リウマチ性多発筋痛症

リウマチ性多発筋痛症(PMR)とは

概要

リウマチ性多発筋痛症(PMR)は、身体のさまざまな部位で痛みやこわばりを引き起こす炎症性の疾患です。特に頸部から肩、腰部から大腿などの近位部に症状が現れます。 この病気の原因はまだよくわかっていませんが、50歳以上でよく見られます。 リウマチ性多発筋痛症の症状は、関節リウマチを含む他の多くの病気の症状と似ているため、診断が難しい場合があります。 治療で予後が良好な場合が多いですが、日本リウマチ学会によれば約20%の患者には巨大細胞動脈炎(側頭動脈炎)という合併症が起こることがあります。

初期症状

個人によって異なることがありますが、一般的な初期症状には下記のようなものがあります。
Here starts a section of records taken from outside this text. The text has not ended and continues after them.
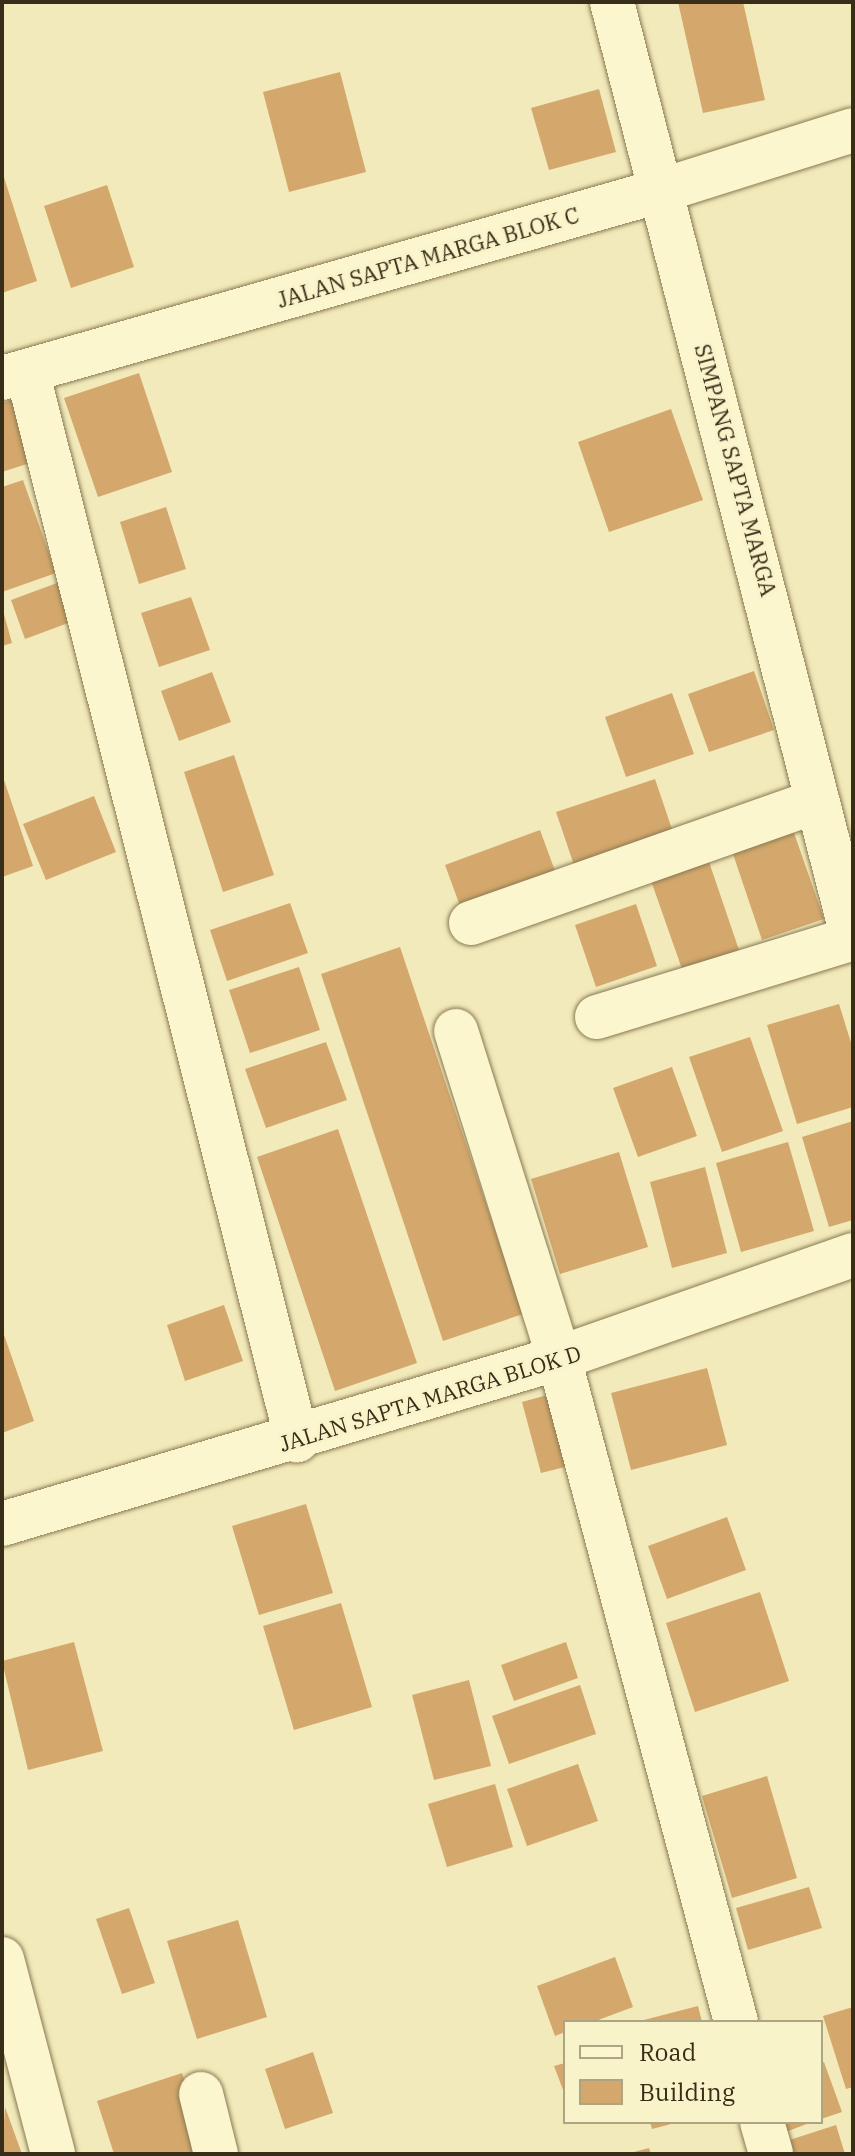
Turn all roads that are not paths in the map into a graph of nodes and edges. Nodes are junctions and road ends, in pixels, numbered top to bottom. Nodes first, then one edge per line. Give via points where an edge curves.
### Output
1 (612, 2) edge
2 (853, 130) edge
3 (663, 190) junction
4 (14, 374) edge
5 (817, 801) junction
6 (843, 850) edge
7 (471, 923) dead end
8 (853, 938) edge
9 (597, 1017) dead end
10 (456, 1031) dead end
11 (853, 1255) edge
12 (559, 1358) junction
13 (297, 1440) junction
14 (2, 1524) edge
15 (2, 1959) edge
16 (735, 2020) edge
17 (201, 2094) dead end
18 (763, 2124) edge
19 (53, 2154) edge
20 (216, 2154) edge
21 (771, 2154) edge

1 - 3 street, SIMPANG SAPTA MARGA
2 - 3 street, JALAN SAPTA MARGA BLOK C
3 - 4 street, JALAN SAPTA MARGA BLOK C
3 - 5 street, SIMPANG SAPTA MARGA
4 - 13 street
5 - 6 street, SIMPANG SAPTA MARGA
5 - 7 street
6 - 8 street, SIMPANG SAPTA MARGA
8 - 9 street
10 - 12 street
11 - 12 street, JALAN SAPTA MARGA BLOK D
12 - 13 street, JALAN SAPTA MARGA BLOK D
12 - 16 street
13 - 14 street, JALAN SAPTA MARGA BLOK D
15 - 19 street
17 - 20 street
18 - 21 street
  • 全身の疼痛:複数の部位での痛みや不快感が感じられることがあります。特に首から肩、臀部、腰から大腿などの筋肉が痛むことがあります。
  • こわばり:特に朝や長時間の静止後に、筋肉や関節が30分以上継続してこわばる感じがあることがあります。
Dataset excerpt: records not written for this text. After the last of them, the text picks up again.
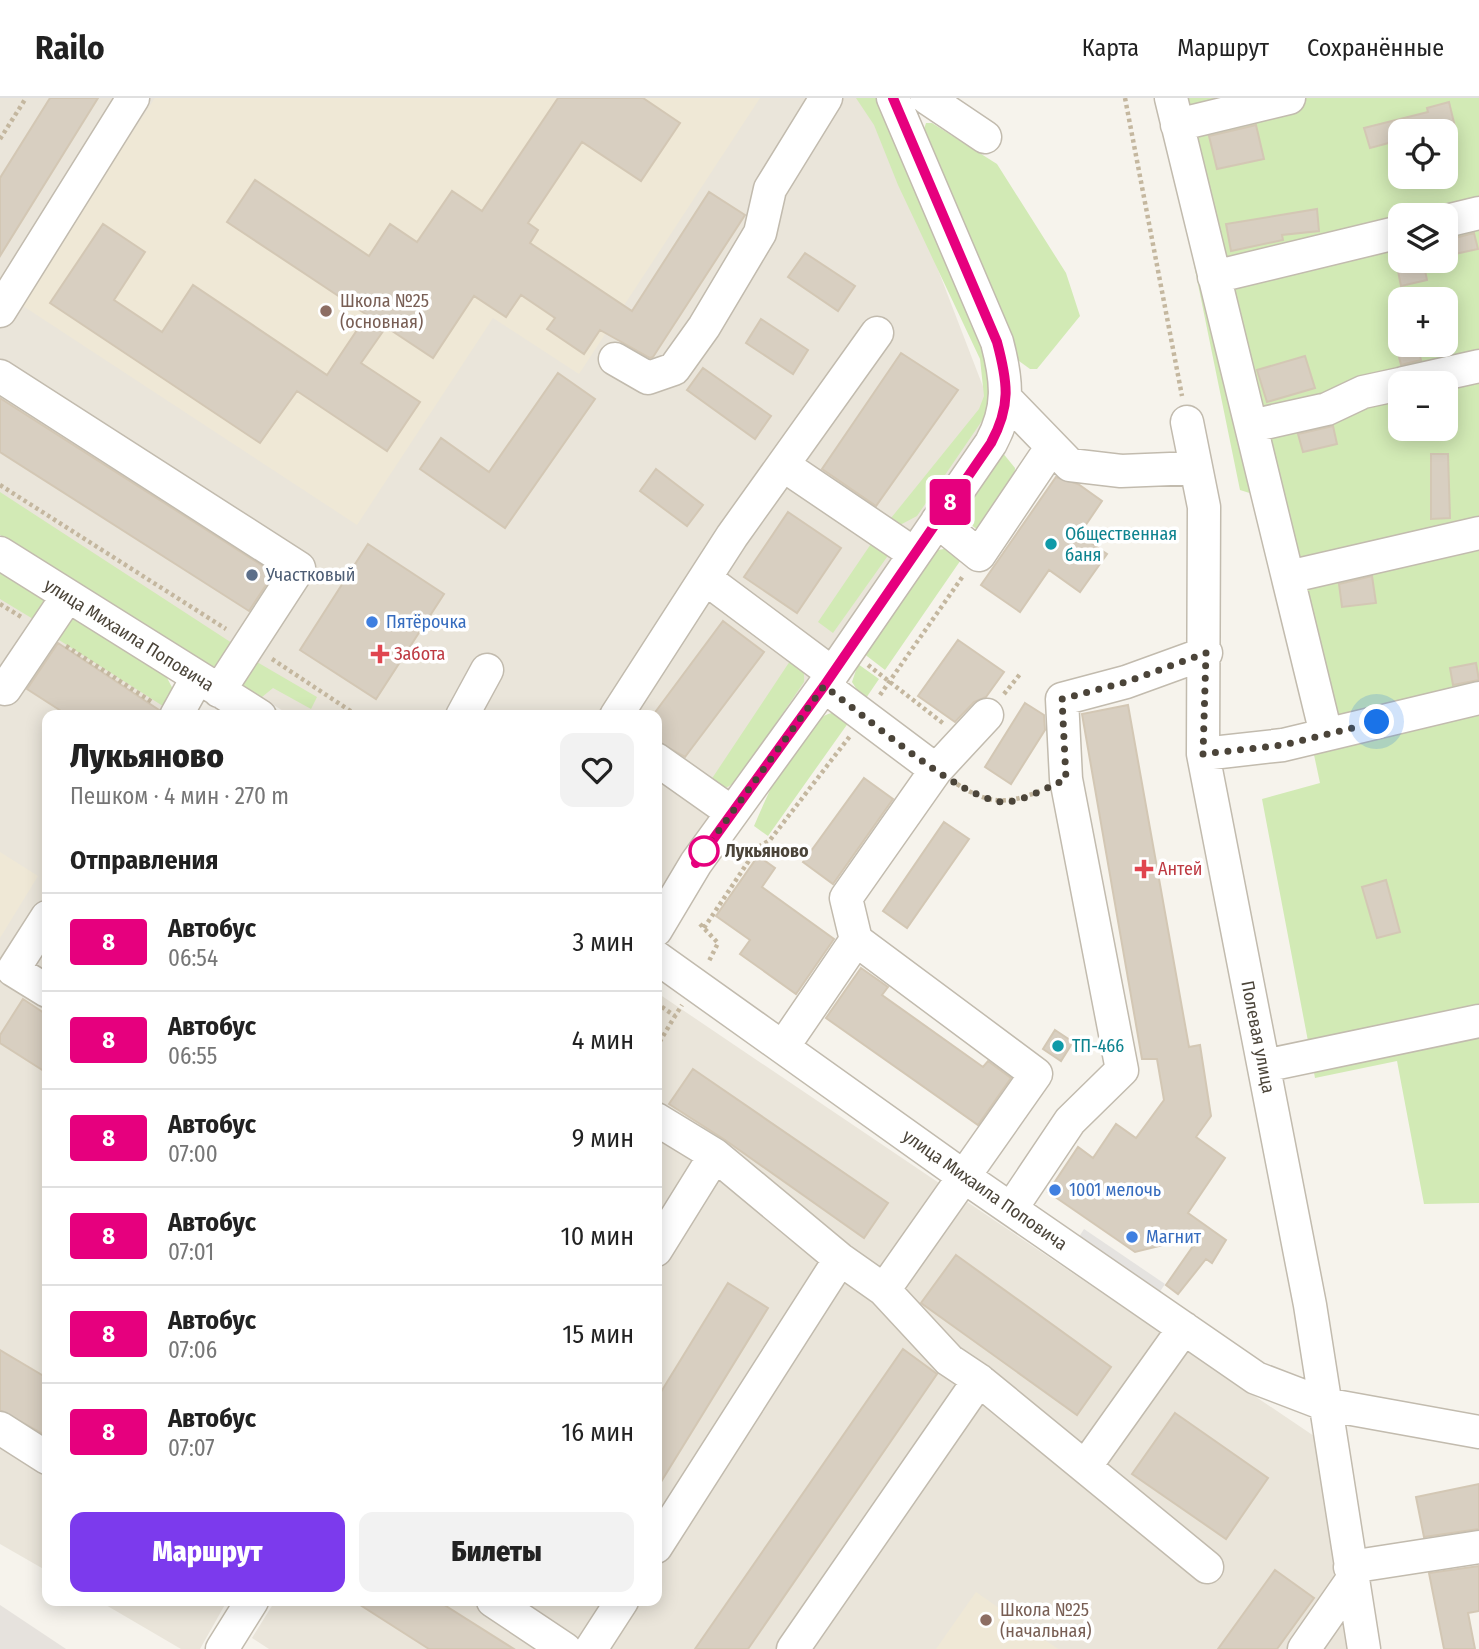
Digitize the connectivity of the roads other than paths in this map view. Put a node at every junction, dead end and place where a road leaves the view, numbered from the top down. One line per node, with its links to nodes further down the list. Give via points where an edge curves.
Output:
1 (133, 98): 12 (street)
2 (826, 98): 14 (street, via 770,189 760,233 674,369 648,378)
3 (893, 98): 19 (street, via 997,342)
4 (927, 98): 7 (street)
5 (1289, 98): 6 (street)
6 (1174, 112): 11 (street)
7 (985, 137)
8 (1479, 213): 9 (street)
9 (1458, 218)
10 (1388, 235): 11 (street)
11 (1214, 277): 21 (street)
12 (0, 311)
13 (877, 333): 23 (street)
14 (615, 359)
15 (1479, 366): 16 (street)
16 (1457, 371)
17 (0, 376): 35 (street, via 299,568 249,644)
18 (1388, 387): 21 (street, via 1363,392 1327,409)
19 (1006, 399): 22 (street); 25 (street, via 1005,414 991,443)
20 (1187, 422): 24 (street, Полевая улица)
21 (1251, 426): 29 (street)
22 (1051, 448): 24 (street, via 1070,465 1095,470); 25 (street, via 979,555)
23 (783, 465): 28 (street); 30 (street)
24 (1195, 468): 32 (street, Полевая улица, via 1204,507)
25 (937, 520): 28 (street)
26 (1479, 533): 29 (street)
27 (0, 553): 31 (street, улица Михаила Поповича)
28 (913, 553): 34 (street)
29 (1288, 577): 43 (street)
30 (706, 579): 34 (street); 41 (street)
31 (67, 597): 35 (street, улица Михаила Поповича); 36 (street, via 5,688)
32 (1206, 653): 44 (street, Полевая улица); 59 (street, via 1062,699 1066,779 1122,1070 1070,1121)
33 (487, 670): 40 (street)
34 (828, 680): 46 (street, via 865,716); 47 (street)
35 (208, 684): 38 (street); 39 (street, улица Михаила Поповича)
36 (0, 686)
37 (1479, 698): 43 (street)
38 (182, 710)
39 (250, 710)
40 (465, 710)
41 (620, 710)
42 (987, 715): 46 (street)
43 (1326, 734): 44 (street, via 1283,745)
44 (1203, 754): 55 (street, Полевая улица)
45 (662, 763): 47 (street)
46 (936, 771): 50 (street, via 846,898)
47 (731, 812): 48 (street)
48 (662, 920)
49 (42, 925): 52 (street, via 13,970)
50 (856, 940): 54 (street); 58 (street, via 1036,1074)
51 (662, 961): 54 (street, улица Михаила Поповича)
52 (42, 988)
53 (1479, 1021): 55 (street)
54 (783, 1047): 58 (street, улица Михаила Поповича)
55 (1264, 1066): 65 (street, Полевая улица, via 1310,1305)
56 (662, 1123): 57 (street)
57 (715, 1155): 60 (street); 61 (street)
58 (964, 1176): 59 (street, улица Михаила Поповича); 62 (street)
59 (1011, 1209): 63 (street, улица Михаила Поповича)
60 (662, 1240)
61 (839, 1259): 62 (street); 70 (street)
62 (884, 1290): 64 (street, via 949,1360)
63 (1184, 1328): 65 (street, улица Михаила Поповича, via 1256,1378); 69 (street)
64 (979, 1380): 69 (street); 80 (street)
65 (1324, 1404): 67 (street, улица Михаила Поповича); 73 (street, Полевая улица)
66 (0, 1428): 68 (street)
67 (1479, 1432)
68 (42, 1455)
69 (1085, 1467): 72 (street)
70 (662, 1538)
71 (1479, 1547): 73 (street)
72 (1208, 1567)
73 (1351, 1574): 81 (street); 82 (street, Полевая улица)
74 (249, 1606): 77 (street)
75 (500, 1606): 78 (street)
76 (619, 1606): 79 (street)
77 (226, 1643)
78 (565, 1649)
79 (591, 1649)
80 (793, 1649)
81 (1304, 1649)
82 (1364, 1649)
これらの初期症状は他の病気や健康問題とも重複することがあるため、リウマチ性多発筋痛症の診断は専門医による詳細な評価が必要です。これらの症状が持続する場合は、専門医の診断と治療を受けることが必要です。 関節痛は手指や足趾などの小関節よりも肩や股関節などの大関節にみられ、関節が腫れる例は少ないことが、関節リウマチとの鑑別点です。全身症状として発熱、全身倦怠感、食欲低下、抑うつ状態、体重減少があります。

検査・診断

赤血球沈降速度やCRP(C反応性タンパク)で炎症について検査をします。滑膜病変のマーカーであるMMP-3を調べます。 リウマチ性多発筋痛症はリウマトイド因子、抗CCP抗体、抗核抗体といった自己抗体は通常は陰性です。さらに関節エコー検査をすることもあります。

治療

リウマチ性多発筋痛症の主な治療法は、ステロイド内服治療です。炎症を抑え症状を改善します。症状の再発を防ぐために、あせらず症状や血液検査で炎症反応の正常化を見ながら薬の量を減らしていき完治を目指します。再発しやすい場合にはステロイドを減量中止するために抗リウマチ薬を併用する場合もあります。

予後

リウマチ性多発筋痛症は巨細胞性動脈炎(指定難病)と関係していることがありますが、合併がなければ治療後の見通しは良好で、関節リウマチのように関節破壊を来たすことはなく、臓器障害を来たすこともありません。数か月から数年で病気の勢いが収束し、ステロイド治療が最終的に中止可能なこともあります。多くの例で2~3年は薬物治療を要します。また、一連の初回治療終了後10年以内に約10%の患者さんが再発する可能性があります。 病気そのものによって死亡率は高まりませんが、ステロイドによる副作用(感染症、糖尿病、高血圧、脂質異常症、骨粗鬆症、緑内障、白内障、筋量低下など)の影響を考慮する必要があります。また、経過中に関節だけでなく悪性腫瘍を含めた他の合併症がないかを注意深く観察する必要もありますので、専門医と身体の状態を継続的に見守ることが必要です。

生活

治療を行うと、PMRの症状は通常、軽減または消失します。病気を管理するには、適切な栄養、活動、休息、および医師の指示通り内服することがポイントです。